Ridge regression combined with model complexity analysis for near infrared (NIR) spectroscopic model updating

Abstract Near infrared (NIR) calibration models can be used to predict those samples that fall into the calibration domain. However, unmodeled sources of variance within new samples, such as instrumental drift and sample variations, would result in unreliable predictions of product properties. In this case, the model updating approach will be very important. It involves the recalculation of model coefficients with the addition of a few new samples to the original calibration samples. Considering the cost of collecting new samples and their reference measurements, normally few samples are used for model updating. Therefore, it is necessary to balance the mutual importance of old and new samples by weighting the new samples. Compared with the weight of new samples, the model parameter in the regression method has much more influence on the performance of an updated model. The bias/variance tradeoff (L curve) has been applied to the selection of the model parameter. However, this approach contains a degree of subjectivity and does not always obtain satisfactory models.

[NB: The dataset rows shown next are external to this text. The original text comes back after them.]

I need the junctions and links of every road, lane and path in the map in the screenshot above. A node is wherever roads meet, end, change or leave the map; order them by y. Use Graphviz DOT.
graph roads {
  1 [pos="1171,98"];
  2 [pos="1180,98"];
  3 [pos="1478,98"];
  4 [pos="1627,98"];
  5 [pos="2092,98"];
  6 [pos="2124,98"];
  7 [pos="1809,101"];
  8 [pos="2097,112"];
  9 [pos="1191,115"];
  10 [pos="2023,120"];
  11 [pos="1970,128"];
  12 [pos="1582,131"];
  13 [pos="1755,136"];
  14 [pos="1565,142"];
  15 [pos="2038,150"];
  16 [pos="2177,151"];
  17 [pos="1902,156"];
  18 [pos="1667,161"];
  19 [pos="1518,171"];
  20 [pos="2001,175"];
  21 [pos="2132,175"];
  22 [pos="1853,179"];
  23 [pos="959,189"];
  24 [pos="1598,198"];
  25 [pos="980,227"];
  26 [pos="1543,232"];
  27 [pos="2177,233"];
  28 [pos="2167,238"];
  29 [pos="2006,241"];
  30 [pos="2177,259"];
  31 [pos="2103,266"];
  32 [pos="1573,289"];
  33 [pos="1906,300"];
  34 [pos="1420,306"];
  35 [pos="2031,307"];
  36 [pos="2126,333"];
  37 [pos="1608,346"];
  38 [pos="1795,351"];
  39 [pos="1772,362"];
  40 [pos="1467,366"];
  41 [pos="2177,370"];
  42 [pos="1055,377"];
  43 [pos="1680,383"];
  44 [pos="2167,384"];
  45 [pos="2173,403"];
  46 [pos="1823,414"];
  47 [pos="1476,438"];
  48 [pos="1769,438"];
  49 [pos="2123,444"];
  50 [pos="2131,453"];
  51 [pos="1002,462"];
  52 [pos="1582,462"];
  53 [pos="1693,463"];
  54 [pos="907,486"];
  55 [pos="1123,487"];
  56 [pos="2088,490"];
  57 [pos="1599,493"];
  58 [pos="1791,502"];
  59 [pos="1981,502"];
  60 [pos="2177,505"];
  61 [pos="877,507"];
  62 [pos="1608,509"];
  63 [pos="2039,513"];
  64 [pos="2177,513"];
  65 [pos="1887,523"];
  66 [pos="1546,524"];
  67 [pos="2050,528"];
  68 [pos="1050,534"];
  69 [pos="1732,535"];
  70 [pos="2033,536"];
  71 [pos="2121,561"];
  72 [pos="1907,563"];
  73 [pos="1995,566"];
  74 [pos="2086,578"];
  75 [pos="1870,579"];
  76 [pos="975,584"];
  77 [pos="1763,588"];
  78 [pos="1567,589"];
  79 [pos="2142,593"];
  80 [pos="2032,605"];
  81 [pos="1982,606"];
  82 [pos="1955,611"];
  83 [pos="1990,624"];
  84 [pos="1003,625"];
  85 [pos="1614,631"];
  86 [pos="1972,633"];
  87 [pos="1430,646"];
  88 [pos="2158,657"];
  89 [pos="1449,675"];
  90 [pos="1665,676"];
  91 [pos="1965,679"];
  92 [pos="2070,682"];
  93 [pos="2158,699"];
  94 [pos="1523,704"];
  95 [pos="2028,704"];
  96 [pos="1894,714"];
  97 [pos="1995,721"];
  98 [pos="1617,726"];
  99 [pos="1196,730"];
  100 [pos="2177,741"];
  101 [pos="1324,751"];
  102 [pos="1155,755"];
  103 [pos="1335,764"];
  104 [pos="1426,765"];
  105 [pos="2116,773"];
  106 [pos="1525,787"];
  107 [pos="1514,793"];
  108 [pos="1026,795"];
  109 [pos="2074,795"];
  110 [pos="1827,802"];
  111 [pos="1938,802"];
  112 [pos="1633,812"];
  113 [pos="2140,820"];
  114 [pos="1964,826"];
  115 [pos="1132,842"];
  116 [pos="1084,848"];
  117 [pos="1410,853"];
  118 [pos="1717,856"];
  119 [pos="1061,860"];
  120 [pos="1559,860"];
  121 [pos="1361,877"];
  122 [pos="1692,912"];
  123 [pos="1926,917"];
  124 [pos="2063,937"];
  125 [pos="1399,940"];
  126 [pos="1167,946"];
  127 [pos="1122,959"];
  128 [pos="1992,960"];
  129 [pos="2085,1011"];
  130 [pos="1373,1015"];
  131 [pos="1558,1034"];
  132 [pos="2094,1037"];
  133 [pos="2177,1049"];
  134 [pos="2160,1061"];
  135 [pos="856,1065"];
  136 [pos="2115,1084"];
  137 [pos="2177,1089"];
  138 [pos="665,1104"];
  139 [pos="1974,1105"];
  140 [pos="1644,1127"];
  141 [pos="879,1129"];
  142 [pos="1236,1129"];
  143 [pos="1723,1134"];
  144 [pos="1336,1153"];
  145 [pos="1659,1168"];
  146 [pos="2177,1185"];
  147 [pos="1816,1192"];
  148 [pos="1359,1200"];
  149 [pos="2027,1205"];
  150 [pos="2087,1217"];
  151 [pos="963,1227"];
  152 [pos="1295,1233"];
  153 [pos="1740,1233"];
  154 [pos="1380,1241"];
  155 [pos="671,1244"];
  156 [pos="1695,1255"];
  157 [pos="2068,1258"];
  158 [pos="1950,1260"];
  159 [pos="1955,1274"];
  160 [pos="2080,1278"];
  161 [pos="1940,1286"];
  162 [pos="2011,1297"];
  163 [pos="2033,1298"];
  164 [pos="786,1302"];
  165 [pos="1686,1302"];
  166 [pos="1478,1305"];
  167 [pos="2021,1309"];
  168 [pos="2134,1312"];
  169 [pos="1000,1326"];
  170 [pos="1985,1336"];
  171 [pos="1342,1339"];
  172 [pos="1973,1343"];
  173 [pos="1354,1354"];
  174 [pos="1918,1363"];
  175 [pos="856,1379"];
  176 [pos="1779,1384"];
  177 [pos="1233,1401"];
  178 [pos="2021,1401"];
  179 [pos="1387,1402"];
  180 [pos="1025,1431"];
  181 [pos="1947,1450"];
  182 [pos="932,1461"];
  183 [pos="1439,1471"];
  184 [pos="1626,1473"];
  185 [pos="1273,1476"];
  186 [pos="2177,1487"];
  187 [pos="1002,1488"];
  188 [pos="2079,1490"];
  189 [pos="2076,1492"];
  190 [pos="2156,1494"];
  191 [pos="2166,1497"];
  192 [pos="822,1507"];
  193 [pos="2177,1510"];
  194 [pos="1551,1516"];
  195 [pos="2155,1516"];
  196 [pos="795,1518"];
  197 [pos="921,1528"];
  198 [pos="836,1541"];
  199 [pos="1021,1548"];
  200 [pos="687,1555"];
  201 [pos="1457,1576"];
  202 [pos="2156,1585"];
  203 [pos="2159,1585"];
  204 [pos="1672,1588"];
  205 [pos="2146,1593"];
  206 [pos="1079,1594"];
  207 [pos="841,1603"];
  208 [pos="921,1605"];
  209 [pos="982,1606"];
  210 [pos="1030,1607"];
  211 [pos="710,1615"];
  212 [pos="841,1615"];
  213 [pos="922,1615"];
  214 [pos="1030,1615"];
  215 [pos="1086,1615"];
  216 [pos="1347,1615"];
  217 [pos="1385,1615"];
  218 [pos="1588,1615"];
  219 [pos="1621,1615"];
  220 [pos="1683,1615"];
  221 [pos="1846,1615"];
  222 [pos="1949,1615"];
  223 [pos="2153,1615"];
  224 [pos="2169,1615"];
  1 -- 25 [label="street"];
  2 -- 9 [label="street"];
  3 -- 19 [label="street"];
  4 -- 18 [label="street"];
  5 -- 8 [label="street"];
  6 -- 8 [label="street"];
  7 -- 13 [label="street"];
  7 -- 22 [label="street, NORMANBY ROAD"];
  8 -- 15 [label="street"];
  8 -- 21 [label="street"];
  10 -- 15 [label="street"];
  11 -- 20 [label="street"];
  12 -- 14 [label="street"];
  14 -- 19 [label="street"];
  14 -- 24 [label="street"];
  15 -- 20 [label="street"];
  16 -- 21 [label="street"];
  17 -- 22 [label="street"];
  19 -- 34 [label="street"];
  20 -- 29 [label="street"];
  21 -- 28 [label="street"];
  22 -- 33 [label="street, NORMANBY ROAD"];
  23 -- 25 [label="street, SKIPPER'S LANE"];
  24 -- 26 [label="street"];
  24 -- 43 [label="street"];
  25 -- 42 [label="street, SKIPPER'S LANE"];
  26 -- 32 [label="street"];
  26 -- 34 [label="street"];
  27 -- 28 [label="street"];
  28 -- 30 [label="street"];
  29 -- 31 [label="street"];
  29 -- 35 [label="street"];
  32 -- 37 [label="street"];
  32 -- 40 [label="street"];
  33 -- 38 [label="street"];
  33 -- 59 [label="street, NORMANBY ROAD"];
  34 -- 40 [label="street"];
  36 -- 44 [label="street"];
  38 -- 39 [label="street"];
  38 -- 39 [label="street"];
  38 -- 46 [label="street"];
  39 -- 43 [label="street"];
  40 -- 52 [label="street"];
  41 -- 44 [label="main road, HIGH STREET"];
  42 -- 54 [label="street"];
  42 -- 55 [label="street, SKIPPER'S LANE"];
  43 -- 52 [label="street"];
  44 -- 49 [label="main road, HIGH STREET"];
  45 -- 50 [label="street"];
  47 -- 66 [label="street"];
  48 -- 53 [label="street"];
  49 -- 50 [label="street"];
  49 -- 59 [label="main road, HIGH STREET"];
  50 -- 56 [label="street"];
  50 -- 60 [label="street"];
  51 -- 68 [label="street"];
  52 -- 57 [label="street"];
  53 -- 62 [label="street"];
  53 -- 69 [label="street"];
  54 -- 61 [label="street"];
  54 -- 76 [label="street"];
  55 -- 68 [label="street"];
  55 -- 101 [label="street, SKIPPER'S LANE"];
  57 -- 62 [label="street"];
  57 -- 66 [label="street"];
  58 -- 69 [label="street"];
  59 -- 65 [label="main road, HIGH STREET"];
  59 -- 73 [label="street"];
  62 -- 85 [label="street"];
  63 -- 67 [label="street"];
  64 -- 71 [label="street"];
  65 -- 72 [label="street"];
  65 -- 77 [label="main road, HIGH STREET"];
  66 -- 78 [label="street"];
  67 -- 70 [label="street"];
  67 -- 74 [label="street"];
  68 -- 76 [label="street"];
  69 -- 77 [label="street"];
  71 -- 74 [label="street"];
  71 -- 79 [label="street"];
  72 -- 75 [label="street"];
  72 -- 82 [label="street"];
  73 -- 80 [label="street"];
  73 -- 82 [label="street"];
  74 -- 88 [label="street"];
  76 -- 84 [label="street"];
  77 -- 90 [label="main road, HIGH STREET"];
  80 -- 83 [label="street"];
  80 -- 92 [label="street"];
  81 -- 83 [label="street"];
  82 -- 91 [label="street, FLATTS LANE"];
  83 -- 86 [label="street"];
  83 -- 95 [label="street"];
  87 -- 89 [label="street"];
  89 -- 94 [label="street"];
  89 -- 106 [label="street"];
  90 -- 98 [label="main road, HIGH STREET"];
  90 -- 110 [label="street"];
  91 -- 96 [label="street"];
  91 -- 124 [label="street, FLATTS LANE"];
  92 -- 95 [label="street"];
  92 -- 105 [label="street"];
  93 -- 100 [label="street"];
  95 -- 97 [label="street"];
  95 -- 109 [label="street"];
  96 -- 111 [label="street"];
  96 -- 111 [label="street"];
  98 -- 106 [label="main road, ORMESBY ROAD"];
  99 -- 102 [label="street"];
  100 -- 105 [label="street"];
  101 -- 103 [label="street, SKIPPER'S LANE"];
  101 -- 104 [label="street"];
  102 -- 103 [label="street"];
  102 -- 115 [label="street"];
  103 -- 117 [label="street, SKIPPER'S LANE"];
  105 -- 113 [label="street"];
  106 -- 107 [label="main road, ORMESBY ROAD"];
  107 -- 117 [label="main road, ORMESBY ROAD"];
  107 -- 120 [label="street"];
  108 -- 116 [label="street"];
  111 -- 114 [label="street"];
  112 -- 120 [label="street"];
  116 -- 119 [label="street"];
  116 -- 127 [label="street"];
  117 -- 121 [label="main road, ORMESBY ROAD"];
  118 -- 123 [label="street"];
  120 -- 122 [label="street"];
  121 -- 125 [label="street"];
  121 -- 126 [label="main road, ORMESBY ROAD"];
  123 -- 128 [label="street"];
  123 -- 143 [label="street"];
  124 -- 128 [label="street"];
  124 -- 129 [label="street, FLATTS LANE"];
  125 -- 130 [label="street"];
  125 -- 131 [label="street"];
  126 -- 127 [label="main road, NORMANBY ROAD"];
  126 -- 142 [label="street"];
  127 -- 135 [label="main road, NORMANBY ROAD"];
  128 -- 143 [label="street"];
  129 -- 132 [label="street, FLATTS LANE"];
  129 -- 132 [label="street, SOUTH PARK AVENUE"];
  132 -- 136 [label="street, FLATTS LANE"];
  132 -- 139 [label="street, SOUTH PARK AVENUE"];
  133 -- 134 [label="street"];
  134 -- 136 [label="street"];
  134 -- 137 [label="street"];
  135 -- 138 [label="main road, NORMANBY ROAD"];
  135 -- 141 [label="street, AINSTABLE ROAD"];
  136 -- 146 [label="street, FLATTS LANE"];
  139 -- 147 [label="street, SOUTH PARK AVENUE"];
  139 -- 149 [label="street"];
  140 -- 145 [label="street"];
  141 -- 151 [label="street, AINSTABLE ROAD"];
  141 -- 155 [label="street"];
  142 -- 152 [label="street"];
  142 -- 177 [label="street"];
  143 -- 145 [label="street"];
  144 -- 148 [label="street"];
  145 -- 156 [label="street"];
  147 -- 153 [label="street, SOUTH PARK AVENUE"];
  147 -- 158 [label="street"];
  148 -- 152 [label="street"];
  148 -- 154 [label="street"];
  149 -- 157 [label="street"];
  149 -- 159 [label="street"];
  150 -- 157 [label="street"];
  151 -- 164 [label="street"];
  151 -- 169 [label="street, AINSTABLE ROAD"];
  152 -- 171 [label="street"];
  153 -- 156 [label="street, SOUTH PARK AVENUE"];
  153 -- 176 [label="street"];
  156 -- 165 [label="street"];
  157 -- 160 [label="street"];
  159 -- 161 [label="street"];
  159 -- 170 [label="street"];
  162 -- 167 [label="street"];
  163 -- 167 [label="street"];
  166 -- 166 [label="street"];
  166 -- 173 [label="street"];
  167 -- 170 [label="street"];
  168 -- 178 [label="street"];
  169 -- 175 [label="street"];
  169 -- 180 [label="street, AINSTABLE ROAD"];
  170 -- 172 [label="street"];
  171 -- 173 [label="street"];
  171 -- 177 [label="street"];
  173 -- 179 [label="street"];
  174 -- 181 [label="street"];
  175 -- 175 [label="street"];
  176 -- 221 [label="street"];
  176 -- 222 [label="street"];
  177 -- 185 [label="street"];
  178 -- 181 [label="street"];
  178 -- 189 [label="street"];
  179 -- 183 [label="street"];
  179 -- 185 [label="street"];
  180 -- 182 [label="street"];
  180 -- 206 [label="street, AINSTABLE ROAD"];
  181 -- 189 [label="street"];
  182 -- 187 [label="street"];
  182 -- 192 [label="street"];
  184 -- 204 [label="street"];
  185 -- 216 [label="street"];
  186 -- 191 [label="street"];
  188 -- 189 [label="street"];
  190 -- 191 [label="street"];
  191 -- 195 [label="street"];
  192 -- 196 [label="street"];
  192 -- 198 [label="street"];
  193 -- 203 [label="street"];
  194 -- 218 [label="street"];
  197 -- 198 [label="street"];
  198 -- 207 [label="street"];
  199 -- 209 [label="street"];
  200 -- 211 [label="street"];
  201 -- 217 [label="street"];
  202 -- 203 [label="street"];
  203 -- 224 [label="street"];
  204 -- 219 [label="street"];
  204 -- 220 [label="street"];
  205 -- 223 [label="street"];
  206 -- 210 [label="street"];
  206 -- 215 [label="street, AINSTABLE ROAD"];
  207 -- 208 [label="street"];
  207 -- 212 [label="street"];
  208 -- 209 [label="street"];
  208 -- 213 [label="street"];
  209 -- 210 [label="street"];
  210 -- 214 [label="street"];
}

To solve the model selection problem, a new method named model complexity analysis (MCA) was proposed in this work. According to MCA, the 2-norm of the regression coefficients vector of an updated model ( | | β ∗ | | 2 ) should be smaller than that of the original model ( | | β | | 2 ). The ratio of | | β ∗ | | 2 over | | β | | 2 was defined as e , which should be in the range of 0–1. For a given value of e , the model parameter can be uniquely determined by the following equation: min ( a b s ( | | β ∗ | | 2 − e* | | β | | 2 ) ) . The influence of the number of new samples and their representativity on the selection of e was studied. In this work, ridge regression (RR) was used for model updating, because it is a regression method based on 2-norm constraint. Results show that the proposed method based on MCA could select a reliable RR parameter. RR-MCA shows excellent performance on three NIR datasets used in this work.